Saturday, June 27, 2015

About Elly (movie review)

Given STEAM as a premise, with A = Anthropology (not Art, which Anthro includes), one needs to first ask if the source is veridical, by which I mean truthful, authoritative.

I will briefly compare this film to another one, Villa Touma (2014), which I saw recently, also with Dr. Tag (we're like Siskel and Ebert, or grad students in a film-meets-culture Anthro class, very doable in Portland, Oregon).  Dr. Tag, for those new to my blogs, is a bona fide Palestinian though with US citizenship by this time.  She's also a PhD which is why the nickname.

The first film, Villa Touma, set in Ramallah, Palestine (Mesopotamia) is not to be seen as a documentary, as if the camera were observing real peoples lives.  There's a layer of satire, of spoof, which makes these characters into caricatures, like in political cartoons.  Shades of Being There in terms of the time warp the sisters are in (whereas Sellers is timeless).

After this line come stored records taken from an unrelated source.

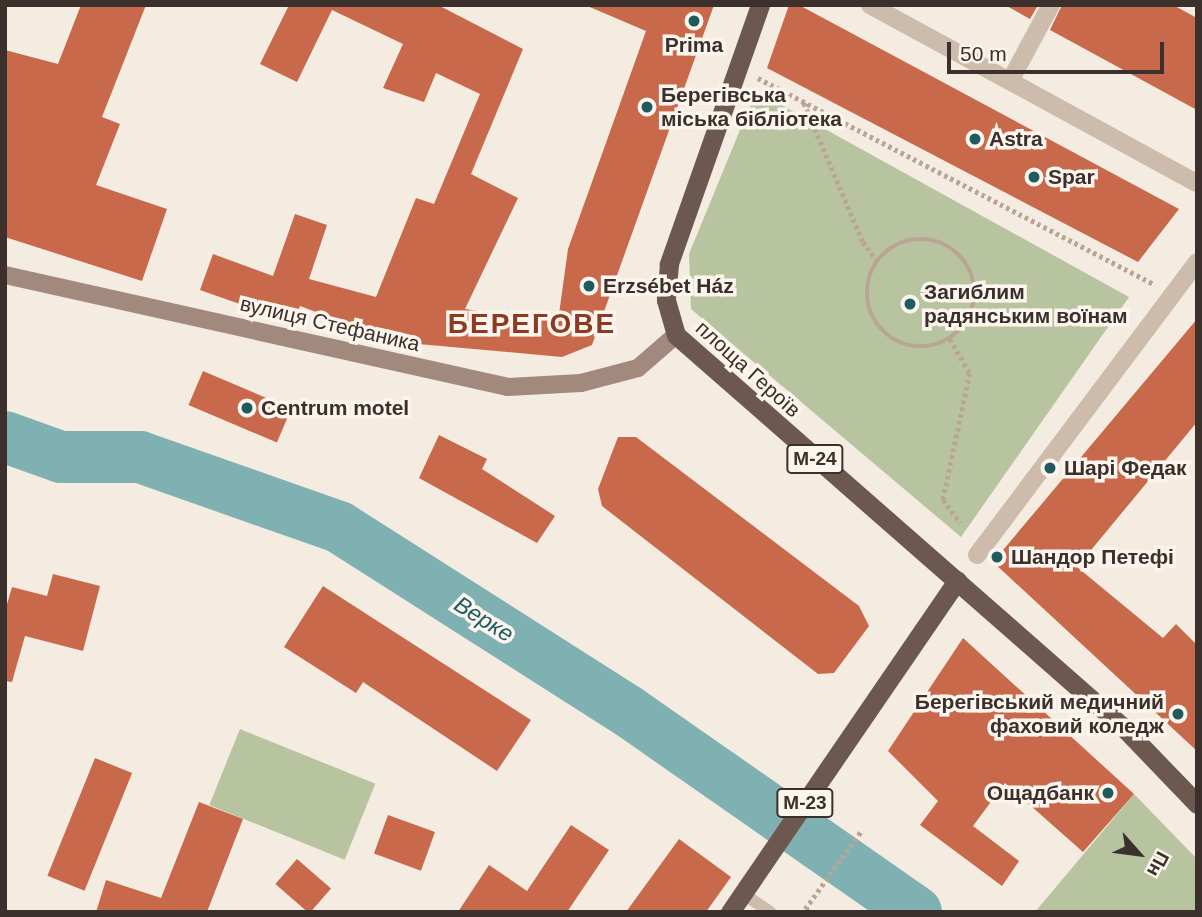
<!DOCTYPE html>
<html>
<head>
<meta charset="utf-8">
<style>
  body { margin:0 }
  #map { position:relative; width:1202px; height:917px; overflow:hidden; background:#f4ebe1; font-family:Helvetica,sans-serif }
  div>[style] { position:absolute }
  .green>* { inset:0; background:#b8c4a0; transform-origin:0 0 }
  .river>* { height:52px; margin:-26px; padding:0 26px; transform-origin:26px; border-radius:26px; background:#7fb0b2 }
  .building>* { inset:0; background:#c8694b; transform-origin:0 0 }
  .path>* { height:4.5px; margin-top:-2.25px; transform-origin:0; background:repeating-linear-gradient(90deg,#b9a596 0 3.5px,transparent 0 7px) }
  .path>.ring { margin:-2.25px; padding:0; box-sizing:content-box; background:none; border:4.5px solid #b9a596; border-radius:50% }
  .service>* { height:12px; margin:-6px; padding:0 6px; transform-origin:6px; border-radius:6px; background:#cdbbac }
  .pedestrian>* { height:18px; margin:-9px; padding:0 9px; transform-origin:9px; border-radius:9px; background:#cdbbac }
  .minor>* { height:18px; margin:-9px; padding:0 9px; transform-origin:9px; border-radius:9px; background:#cdbbac }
  .secondary>* { height:18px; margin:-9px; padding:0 9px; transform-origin:9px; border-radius:9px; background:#a18a7d }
  .trunk>* { height:19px; margin:-9.5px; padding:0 9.5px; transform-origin:9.5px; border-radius:9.5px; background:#6c584f }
  .dots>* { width:19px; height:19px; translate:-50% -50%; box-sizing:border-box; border:4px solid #fbf5ee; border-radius:50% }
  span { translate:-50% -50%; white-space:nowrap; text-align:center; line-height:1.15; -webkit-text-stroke:7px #fbf5ee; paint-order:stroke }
  .shield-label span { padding:2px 5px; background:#fbf5ee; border:2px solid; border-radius:5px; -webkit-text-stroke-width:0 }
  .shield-label { font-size:19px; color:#3b302b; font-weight:700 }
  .poi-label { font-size:21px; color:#3b302b; font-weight:700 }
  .left { translate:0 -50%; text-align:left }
  .right { translate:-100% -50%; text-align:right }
  .street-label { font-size:21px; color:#3b302b }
  .water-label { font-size:23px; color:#1f5a5e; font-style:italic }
  .district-label { font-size:28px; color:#8c3b22; font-weight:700; letter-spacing:2px }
  .frame { position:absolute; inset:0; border:7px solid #3b302b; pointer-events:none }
  .north { position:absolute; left:1104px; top:819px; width:70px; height:70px; -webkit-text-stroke:5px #fbf5ee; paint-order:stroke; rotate:118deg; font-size:19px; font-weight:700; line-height:28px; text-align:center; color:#3b302b }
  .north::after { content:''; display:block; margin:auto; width:24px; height:32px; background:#3b302b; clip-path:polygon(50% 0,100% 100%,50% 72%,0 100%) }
  .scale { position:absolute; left:947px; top:42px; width:217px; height:32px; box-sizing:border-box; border:4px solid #3b302b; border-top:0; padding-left:9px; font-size:21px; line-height:24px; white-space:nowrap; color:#3b302b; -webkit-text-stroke:5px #fbf5ee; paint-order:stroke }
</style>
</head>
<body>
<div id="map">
  <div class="green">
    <i style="clip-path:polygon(756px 91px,1129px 297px,961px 537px,691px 309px,689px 254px)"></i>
    <i style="left:240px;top:729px;width:146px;height:82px;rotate:22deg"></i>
    <i style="clip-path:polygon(1134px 794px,1197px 859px,1197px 912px,1035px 912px)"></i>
  </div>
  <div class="river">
    <i style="left:5px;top:437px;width:59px;rotate:19.7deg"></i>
    <i style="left:61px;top:457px;width:79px"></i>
    <i style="left:140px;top:457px;width:211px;rotate:19.4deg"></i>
    <i style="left:339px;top:527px;width:343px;rotate:32.5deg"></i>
    <i style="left:628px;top:711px;width:351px;rotate:34.9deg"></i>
  </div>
  <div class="building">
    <i style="clip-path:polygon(81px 5px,146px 5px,102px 117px,120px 124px,96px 185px,167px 209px,142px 281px,5px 237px,5px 50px,58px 64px)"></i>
    <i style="clip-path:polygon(289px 5px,438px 5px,523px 49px,471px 174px,518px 198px,465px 309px,511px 316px,559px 314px,568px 249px,646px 31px,585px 5px,714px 5px,592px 345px,562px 357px,396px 342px,300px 306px,294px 323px,200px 290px,213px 254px,273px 276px,295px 214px,327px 225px,309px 279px,376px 297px,416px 198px,434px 204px,480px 94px,436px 73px,424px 102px,383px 88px,403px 44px,332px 10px,297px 82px,260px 64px)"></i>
    <i style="clip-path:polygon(789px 5px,799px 5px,1179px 209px,1138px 262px,767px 68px)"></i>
    <i style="clip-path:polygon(1005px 5px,1038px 5px,1030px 19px)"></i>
    <i style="clip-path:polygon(1062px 5px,1173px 5px,1197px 18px,1197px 110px,1050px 30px)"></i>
    <i style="clip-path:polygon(1197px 319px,1197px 422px,1077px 567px,1163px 638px,1176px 624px,1197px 645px,1197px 751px,993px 562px)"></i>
    <i style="left:203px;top:371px;width:96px;height:37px;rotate:23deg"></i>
    <i style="clip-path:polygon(439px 435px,487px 459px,482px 469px,555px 516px,537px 543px,419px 478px)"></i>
    <i style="clip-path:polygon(618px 437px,636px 437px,859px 606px,869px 626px,834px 673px,818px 674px,602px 506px,598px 489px)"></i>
    <i style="clip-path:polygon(53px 574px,100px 586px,83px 651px,25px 636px,12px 682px,5px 681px,5px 611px,12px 587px,47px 596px)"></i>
    <i style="clip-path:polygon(323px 586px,531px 720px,497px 771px,363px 682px,356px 693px,284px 647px)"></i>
    <i style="clip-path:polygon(963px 638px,1134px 794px,1083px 852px,1005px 783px,973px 826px,1019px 861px,1002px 886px,920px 825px,938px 801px,888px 751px)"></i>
    <i style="left:95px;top:758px;width:40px;height:127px;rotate:22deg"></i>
    <i style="clip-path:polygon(199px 802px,243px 819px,207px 912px,96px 912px,106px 880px,161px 898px)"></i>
    <i style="left:388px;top:815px;width:50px;height:41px;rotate:20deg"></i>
    <i style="clip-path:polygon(571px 825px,609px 850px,567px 912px,458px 912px,489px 865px,527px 891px)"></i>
    <i style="clip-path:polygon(679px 839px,731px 877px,706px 912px,626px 912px)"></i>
    <i style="left:297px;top:859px;width:45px;height:33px;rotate:41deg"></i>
  </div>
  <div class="path">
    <i style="left:758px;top:78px;width:445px;rotate:27.5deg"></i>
    <i style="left:804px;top:103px;width:151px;rotate:67deg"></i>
    <i style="left:863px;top:242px;width:23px;rotate:52deg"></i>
    <i class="ring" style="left:867px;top:239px;width:103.5px;height:103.5px"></i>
    <i style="left:950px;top:339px;width:39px;rotate:60deg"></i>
    <i style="left:970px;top:373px;width:130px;rotate:102deg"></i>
    <i style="left:943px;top:500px;width:29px;rotate:52deg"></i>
    <i style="left:809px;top:912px;width:5px;rotate:-143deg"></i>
    <i style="left:805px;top:909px;width:97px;rotate:-54.2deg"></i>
  </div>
  <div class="service">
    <i style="left:742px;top:893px;width:34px;rotate:34deg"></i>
  </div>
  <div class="pedestrian">
    <i style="left:1010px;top:81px;width:86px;rotate:-61.7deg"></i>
    <i style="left:977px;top:555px;width:366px;rotate:-53.1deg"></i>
  </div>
  <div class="minor">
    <i style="left:870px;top:5px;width:372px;rotate:28.6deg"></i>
  </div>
  <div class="secondary">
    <i style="left:5px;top:275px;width:515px;rotate:12.55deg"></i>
    <i style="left:508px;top:387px;width:73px;rotate:-3.1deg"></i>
    <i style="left:581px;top:383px;width:59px;rotate:-14.7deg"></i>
    <i style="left:638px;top:368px;width:50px;rotate:-41deg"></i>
  </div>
  <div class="trunk">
    <i style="left:760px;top:5px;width:275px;rotate:109.4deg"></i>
    <i style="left:669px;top:264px;width:36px;rotate:95deg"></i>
    <i style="left:666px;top:300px;width:36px;rotate:74deg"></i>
    <i style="left:676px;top:335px;width:595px;rotate:41.25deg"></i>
    <i style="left:1123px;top:727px;width:107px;rotate:46.1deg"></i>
    <i style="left:730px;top:912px;width:402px;rotate:-55.6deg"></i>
  </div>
  <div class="dots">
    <i style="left:694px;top:21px;background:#1f5a5e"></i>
    <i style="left:647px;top:107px;background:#1f5a5e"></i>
    <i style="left:975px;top:139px;background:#1f5a5e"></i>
    <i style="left:1034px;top:177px;background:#1f5a5e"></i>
    <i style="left:589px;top:286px;background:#1f5a5e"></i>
    <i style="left:910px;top:304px;background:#1f5a5e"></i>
    <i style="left:247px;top:408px;background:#1f5a5e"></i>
    <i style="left:1050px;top:468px;background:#1f5a5e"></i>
    <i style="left:997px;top:557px;background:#1f5a5e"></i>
    <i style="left:1178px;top:714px;background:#1f5a5e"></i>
    <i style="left:1108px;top:793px;background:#1f5a5e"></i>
  </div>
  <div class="shield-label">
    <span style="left:815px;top:459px">М-24</span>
    <span style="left:805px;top:803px">М-23</span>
  </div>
  <div class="poi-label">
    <span style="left:694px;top:45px">Prima</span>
    <span class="left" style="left:661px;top:107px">Берегівська<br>міська бібліотека</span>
    <span class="left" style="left:989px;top:139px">Astra</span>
    <span class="left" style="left:1048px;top:177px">Spar</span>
    <span class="left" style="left:603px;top:286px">Erzsébet Ház</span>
    <span class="left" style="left:924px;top:304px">Загиблим<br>радянським воїнам</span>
    <span class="left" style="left:261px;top:408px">Centrum motel</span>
    <span class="left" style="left:1064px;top:468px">Шарі Федак</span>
    <span class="left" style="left:1011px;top:557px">Шандор Петефі</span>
    <span class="right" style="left:1164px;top:714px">Берегівський медичний<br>фаховий коледж</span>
    <span class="right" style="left:1094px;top:793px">Ощадбанк</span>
  </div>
  <div class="street-label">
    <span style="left:330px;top:324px;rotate:13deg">вулиця Стефаника</span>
    <span style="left:748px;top:369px;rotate:42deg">площа Героїв</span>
  </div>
  <div class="water-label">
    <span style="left:484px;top:619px;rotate:32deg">Верке</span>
  </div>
  <div class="district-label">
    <span style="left:532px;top:324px">БЕРЕГОВЕ</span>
  </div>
  <div class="frame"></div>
  <div class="north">Пн</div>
  <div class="scale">50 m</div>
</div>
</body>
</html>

The second film, on the other hand, About Elly (2009), is a masterful work in the "silent camera" tradition in that we're very much a participant.  When people run, we run ("we" the viewers, in the director's hands) i.e. the camera is hand-held and jerky-on-purpose.  When people look around frantically, so does the camera.

We're another person, deaf, mute and invisible, but vested.  And what's mind-blowing is we're also left in the dark about so much, like an ordinary human being would be.

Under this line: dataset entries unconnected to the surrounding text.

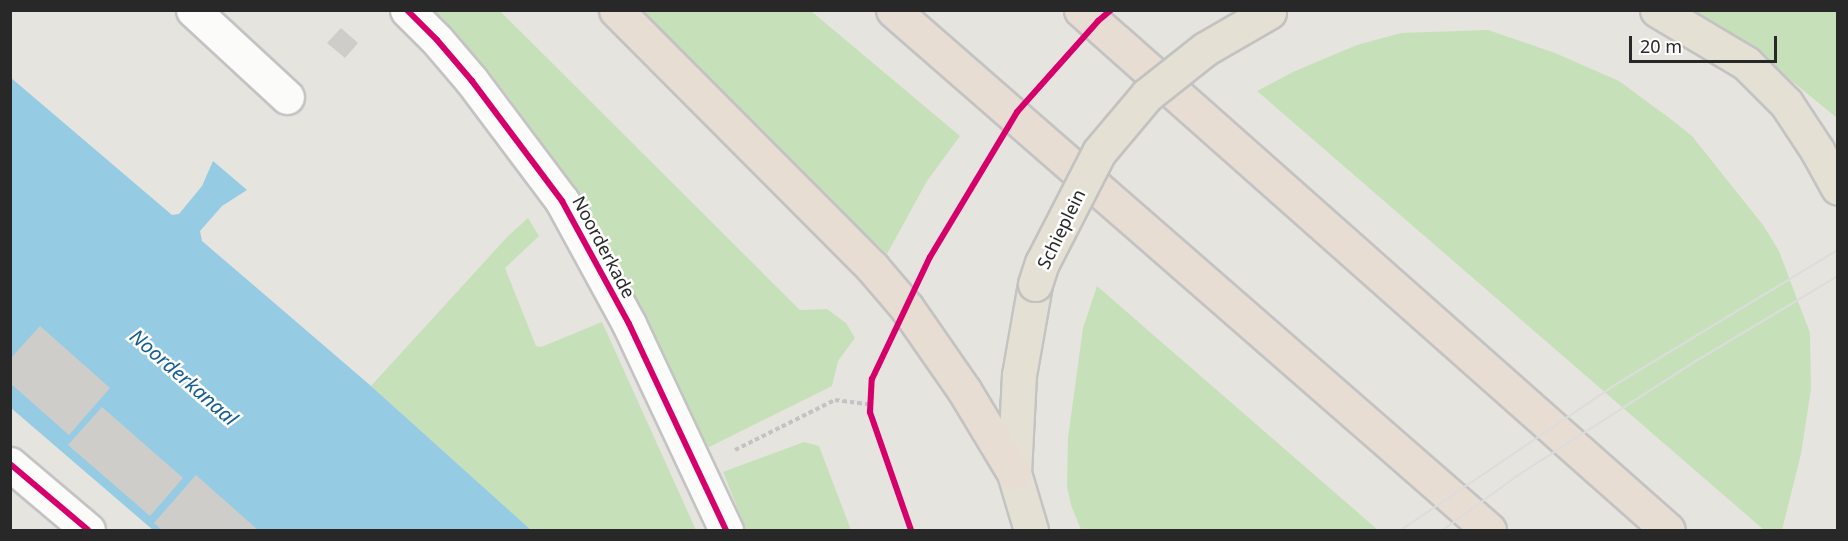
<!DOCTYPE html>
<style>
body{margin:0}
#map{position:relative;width:1848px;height:541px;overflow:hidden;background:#e6e4de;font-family:"Noto Sans",sans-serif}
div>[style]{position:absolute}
.green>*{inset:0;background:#c6e1b9}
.water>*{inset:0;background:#96cbe4}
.building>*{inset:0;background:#cfcdc9}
.path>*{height:4px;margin-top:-2px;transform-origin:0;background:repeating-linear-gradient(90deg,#c4c3c3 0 4.5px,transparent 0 7.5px)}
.roads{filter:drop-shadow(2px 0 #c4c3c3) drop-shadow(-2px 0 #c4c3c3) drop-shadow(0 2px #c4c3c3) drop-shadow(0 -2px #c4c3c3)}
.minor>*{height:33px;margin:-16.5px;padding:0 16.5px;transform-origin:16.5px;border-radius:16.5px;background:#fbfbfa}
.major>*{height:33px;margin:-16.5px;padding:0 16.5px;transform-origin:16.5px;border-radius:16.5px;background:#e4e1d4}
.highway>*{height:33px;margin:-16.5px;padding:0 16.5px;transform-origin:16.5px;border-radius:16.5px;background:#e7ddd3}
.tram>*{height:1.5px;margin:-0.75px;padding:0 0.75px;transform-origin:0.75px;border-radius:0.75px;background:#dddcdd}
.bridges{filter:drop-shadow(2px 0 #c3c2c0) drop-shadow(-2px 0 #c3c2c0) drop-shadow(0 2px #c3c2c0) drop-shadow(0 -2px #c3c2c0)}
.major-bridge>*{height:33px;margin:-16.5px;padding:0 16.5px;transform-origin:16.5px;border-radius:16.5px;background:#e4e1d4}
.cycleway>*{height:6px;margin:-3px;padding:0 3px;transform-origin:3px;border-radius:3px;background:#d6006c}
span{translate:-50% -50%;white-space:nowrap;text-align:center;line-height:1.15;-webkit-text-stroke:5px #fff;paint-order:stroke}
.street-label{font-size:18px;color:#282828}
.water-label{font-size:20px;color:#145d91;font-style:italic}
.frame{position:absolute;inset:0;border:12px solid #282828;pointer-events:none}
.scale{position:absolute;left:1629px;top:36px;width:148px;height:27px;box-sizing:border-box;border:3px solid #282828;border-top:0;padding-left:8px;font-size:18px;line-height:21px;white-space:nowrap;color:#282828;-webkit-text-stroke:4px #fff;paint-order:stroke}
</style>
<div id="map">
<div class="green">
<div style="clip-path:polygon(435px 11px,500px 11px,800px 310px,827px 309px,846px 323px,855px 338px,838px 361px,832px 386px,703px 450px,615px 259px,593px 219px,536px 134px,488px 70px)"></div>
<div style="clip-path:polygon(634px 11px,811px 11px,960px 136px,927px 181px,887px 254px,728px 105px)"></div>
<div style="clip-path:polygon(1692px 11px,1837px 11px,1837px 118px,1754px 50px)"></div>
<div style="clip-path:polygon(1488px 30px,1555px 53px,1619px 81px,1672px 120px,1692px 136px,1763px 225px,1779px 251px,1810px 333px,1811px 389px,1801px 454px,1782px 530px,1764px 530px,1257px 91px,1295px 71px,1357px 45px,1401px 33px)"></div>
<div style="clip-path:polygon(528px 218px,539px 236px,505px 268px,536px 346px,541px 347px,602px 322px,696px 530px,531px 530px,371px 386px,508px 236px)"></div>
<div style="clip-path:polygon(1097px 286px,1378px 530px,1081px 530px,1071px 505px,1067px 487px,1068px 438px,1083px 328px)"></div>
<div style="clip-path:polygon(804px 442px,819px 446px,851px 530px,746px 530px,723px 472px)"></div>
</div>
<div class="water">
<div style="clip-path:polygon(10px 77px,172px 215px,179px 214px,202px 186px,213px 161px,247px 190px,222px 206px,200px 231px,202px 241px,371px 386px,531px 530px,153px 530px,11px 408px)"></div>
</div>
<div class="building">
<div style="clip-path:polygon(341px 28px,358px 43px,345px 58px,327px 43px)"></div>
<div style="clip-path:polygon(40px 326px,110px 388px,69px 435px,10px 383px,10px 359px)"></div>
<div style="clip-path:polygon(102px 407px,183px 478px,150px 516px,68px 445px)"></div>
<div style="clip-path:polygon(196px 475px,258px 530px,162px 530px,154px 523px)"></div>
</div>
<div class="path">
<div style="left:735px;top:450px;width:112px;rotate:-26.6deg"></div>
<div style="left:835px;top:400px;width:34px;rotate:7deg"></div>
</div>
<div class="roads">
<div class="minor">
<div style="left:193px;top:10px;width:128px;rotate:42.8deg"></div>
<div style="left:407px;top:10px;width:42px;rotate:45deg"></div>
<div style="left:437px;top:40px;width:54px;rotate:49.5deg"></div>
<div style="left:472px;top:81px;width:150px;rotate:53.1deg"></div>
<div style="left:562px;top:201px;width:140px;rotate:61.4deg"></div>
<div style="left:629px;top:324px;width:228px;rotate:64.8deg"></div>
<div style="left:10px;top:464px;width:102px;rotate:40.2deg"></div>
</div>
<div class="major">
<div style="left:1657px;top:10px;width:104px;rotate:30.8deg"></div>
<div style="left:1746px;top:63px;width:57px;rotate:45deg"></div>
<div style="left:1786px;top:103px;width:56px;rotate:56.6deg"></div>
<div style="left:1817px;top:150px;width:43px;rotate:61.1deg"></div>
<div style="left:1031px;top:530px;width:59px;rotate:-106.6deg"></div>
<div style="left:1014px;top:473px;width:98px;rotate:-87.1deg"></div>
<div style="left:1019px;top:375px;width:92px;rotate:-80deg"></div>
</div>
<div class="highway">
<div style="left:616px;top:10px;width:363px;rotate:45.1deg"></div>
<div style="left:872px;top:267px;width:54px;rotate:49.5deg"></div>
<div style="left:907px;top:308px;width:100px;rotate:55.2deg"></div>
<div style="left:964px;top:390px;width:97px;rotate:58.9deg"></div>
<div style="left:893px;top:10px;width:791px;rotate:41.1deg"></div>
<div style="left:1081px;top:10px;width:784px;rotate:41.54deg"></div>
</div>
</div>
<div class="tram">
<div style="left:1401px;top:530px;width:264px;rotate:-34.1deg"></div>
<div style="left:1620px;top:382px;width:255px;rotate:-31.2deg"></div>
<div style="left:1443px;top:530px;width:92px;rotate:-36.1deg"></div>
<div style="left:1517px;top:476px;width:213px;rotate:-32.7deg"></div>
<div style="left:1696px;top:361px;width:165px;rotate:-30.9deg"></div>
</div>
<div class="bridges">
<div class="major-bridge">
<div style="left:1035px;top:284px;width:22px;rotate:-72deg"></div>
<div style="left:1042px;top:263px;width:125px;rotate:-62.8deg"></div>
<div style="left:1099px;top:152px;width:75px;rotate:-49.9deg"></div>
<div style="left:1147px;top:95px;width:74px;rotate:-38.4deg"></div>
<div style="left:1205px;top:49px;width:74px;rotate:-30deg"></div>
</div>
</div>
<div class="cycleway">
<div style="left:407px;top:10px;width:42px;rotate:45deg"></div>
<div style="left:437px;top:40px;width:54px;rotate:49.5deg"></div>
<div style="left:472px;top:81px;width:150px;rotate:53.1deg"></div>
<div style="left:562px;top:201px;width:140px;rotate:61.4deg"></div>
<div style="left:629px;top:324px;width:228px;rotate:64.8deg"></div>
<div style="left:10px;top:464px;width:102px;rotate:40.2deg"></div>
<div style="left:911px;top:530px;width:125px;rotate:-109.2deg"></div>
<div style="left:870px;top:412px;width:33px;rotate:-87deg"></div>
<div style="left:872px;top:379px;width:135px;rotate:-64.6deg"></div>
<div style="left:930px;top:257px;width:169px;rotate:-59deg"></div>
<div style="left:1017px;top:112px;width:122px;rotate:-48.3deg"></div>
<div style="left:1098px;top:21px;width:17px;rotate:-40deg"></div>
</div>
<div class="street-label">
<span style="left:1061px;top:229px;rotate:-64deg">Schieplein</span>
<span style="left:604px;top:247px;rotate:62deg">Noorderkade</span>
</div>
<div class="water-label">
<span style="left:184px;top:377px;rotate:41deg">Noorderkanaal</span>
</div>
<div class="frame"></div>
<div class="scale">20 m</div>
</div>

We're not that privileged, as just a fly on the wall, nor do we get to be Sherlock Holmes and figure it all out.

About Elly requires less of a lens, in other words, if you want to study the actual dynamics between social classes, males and females, attitudes toward marriage, relationships, in a contemporary subculture in Persia.  It's less a spoof and more an investigation.

Nevertheless, these young people remain masks to us in many ways.  We may judge the sincerity of their emotions.  As character actors, the cast is collectively great at projecting plausible people, real personalities, but not people we necessarily know.  Believability is high.

We're another stranger in the car, like Elly, trying to put the pieces together, trying to figure it all out.

One sees the men kicked back enjoying their hookahs, a paternal activity, like sharing cigars in a men's club.  The women feel uncomfortable being typecast as the kitchen crew, repeating all the karma their mothers went through.

The urge to not take gender roles for granted is the hallmark of a university-based conversation that connects people of privilege in a kind of virtual Global U.  They (we) have cars, vacations, prospects, even past relationships.

A man is divorced from a wife in Germany (sounds like she dumped him) but still has currency as someone eligible, is Elly interested?

What's fascinating about the subculture portrayed is how people readily busy themselves with others business -- as a lonesome urbanite like me might see it.  People help their peers get on board, if that's what they want, on the road to family and kids.  Time is of the essence.  People do favors for one another.

Finding eligible others was the theme of both films, an important connection.

The "takes a village" mentality is more like that of a church or temple congregation in that one's spiritual peers are ready and willing to play a match-maker role if called upon.  People help other people find the right others given there's no dating service on-line.

That's the premise for Elly's being along in the first place.  The dynamics are fairly clear.

Women have an extremely limited opportunity to "play the field" in Elly's World and you don't always know what you're getting.  Should she have been eager to dump that boyfriend i.e. future husband?  We (not so omniscient) clearly don't know everything.  We just get a glimpse.  How much is explained?  About as much as in real life?

Who said anyone gets to be all knowing?  There's a kind of democracy in leaving us in the dark "just like real people".  So often the camera's viewpoint gets to be all-knowing in these films, so we notice when that's missing.

I should mention for context that I spent some time in the Oregon Crafts Museum (wow Eric Franklin, Pacific Northwest School of Art (PNCA, new location, old Customs Building), and Powell's Books in the time frame before this movie.

I'd taken the bus 4 from SE Portland where I'd left the Nissan for repairs (mass airflow sensor).

At Powell's, I read a lot about the UK - Ottoman wars, plus a bunch of other military history (where I spent the most time).  That was in Eugene Rogan's The Fall of the Ottomans, published just this year.  Base Politics by Alexander Cooley (Cornell University, 2008) was also my focus.

I'll be renting a car tomorrow, for Carol's gig, plus she wants to hear the Barker family talk about Peace Corps experiences in Iran.